>>>>

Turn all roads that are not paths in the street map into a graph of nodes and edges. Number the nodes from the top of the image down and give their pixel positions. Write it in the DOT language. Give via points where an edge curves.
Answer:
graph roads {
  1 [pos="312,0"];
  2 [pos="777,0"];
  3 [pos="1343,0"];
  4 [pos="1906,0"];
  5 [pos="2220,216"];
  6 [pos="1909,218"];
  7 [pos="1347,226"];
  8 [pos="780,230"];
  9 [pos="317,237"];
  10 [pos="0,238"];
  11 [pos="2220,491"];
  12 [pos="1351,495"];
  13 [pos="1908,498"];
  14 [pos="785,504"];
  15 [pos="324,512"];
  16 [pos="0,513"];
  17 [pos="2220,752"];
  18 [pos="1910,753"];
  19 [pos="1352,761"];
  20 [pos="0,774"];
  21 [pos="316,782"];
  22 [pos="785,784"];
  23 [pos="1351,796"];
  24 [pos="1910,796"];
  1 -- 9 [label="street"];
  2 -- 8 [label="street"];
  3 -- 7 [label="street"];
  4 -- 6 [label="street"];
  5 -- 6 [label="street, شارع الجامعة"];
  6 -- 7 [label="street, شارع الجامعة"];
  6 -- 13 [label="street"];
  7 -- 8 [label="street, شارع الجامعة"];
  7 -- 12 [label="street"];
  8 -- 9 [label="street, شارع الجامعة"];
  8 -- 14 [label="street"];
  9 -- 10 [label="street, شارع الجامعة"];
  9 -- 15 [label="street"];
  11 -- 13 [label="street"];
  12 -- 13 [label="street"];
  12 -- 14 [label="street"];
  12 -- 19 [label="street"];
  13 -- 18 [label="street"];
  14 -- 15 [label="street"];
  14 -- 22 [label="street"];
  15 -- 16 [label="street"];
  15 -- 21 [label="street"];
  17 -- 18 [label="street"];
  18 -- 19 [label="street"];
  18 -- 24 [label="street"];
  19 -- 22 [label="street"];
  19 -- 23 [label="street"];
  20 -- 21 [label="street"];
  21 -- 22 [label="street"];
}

<<<<

▶ _Exercise objective_
This task calls for every entry above to be transcribed exactly.

▶ _Problem solution_
Turn all roads that are not paths in the street map into a graph of nodes and edges. Number the nodes from the top of the image down and give their pixel positions. Write it in the DOT language. Give via points where an edge curves.
Answer:
graph roads {
  1 [pos="312,0"];
  2 [pos="777,0"];
  3 [pos="1343,0"];
  4 [pos="1906,0"];
  5 [pos="2220,216"];
  6 [pos="1909,218"];
  7 [pos="1347,226"];
  8 [pos="780,230"];
  9 [pos="317,237"];
  10 [pos="0,238"];
  11 [pos="2220,491"];
  12 [pos="1351,495"];
  13 [pos="1908,498"];
  14 [pos="785,504"];
  15 [pos="324,512"];
  16 [pos="0,513"];
  17 [pos="2220,752"];
  18 [pos="1910,753"];
  19 [pos="1352,761"];
  20 [pos="0,774"];
  21 [pos="316,782"];
  22 [pos="785,784"];
  23 [pos="1351,796"];
  24 [pos="1910,796"];
  1 -- 9 [label="street"];
  2 -- 8 [label="street"];
  3 -- 7 [label="street"];
  4 -- 6 [label="street"];
  5 -- 6 [label="street, شارع الجامعة"];
  6 -- 7 [label="street, شارع الجامعة"];
  6 -- 13 [label="street"];
  7 -- 8 [label="street, شارع الجامعة"];
  7 -- 12 [label="street"];
  8 -- 9 [label="street, شارع الجامعة"];
  8 -- 14 [label="street"];
  9 -- 10 [label="street, شارع الجامعة"];
  9 -- 15 [label="street"];
  11 -- 13 [label="street"];
  12 -- 13 [label="street"];
  12 -- 14 [label="street"];
  12 -- 19 [label="street"];
  13 -- 18 [label="street"];
  14 -- 15 [label="street"];
  14 -- 22 [label="street"];
  15 -- 16 [label="street"];
  15 -- 21 [label="street"];
  17 -- 18 [label="street"];
  18 -- 19 [label="street"];
  18 -- 24 [label="street"];
  19 -- 22 [label="street"];
  19 -- 23 [label="street"];
  20 -- 21 [label="street"];
  21 -- 22 [label="street"];
}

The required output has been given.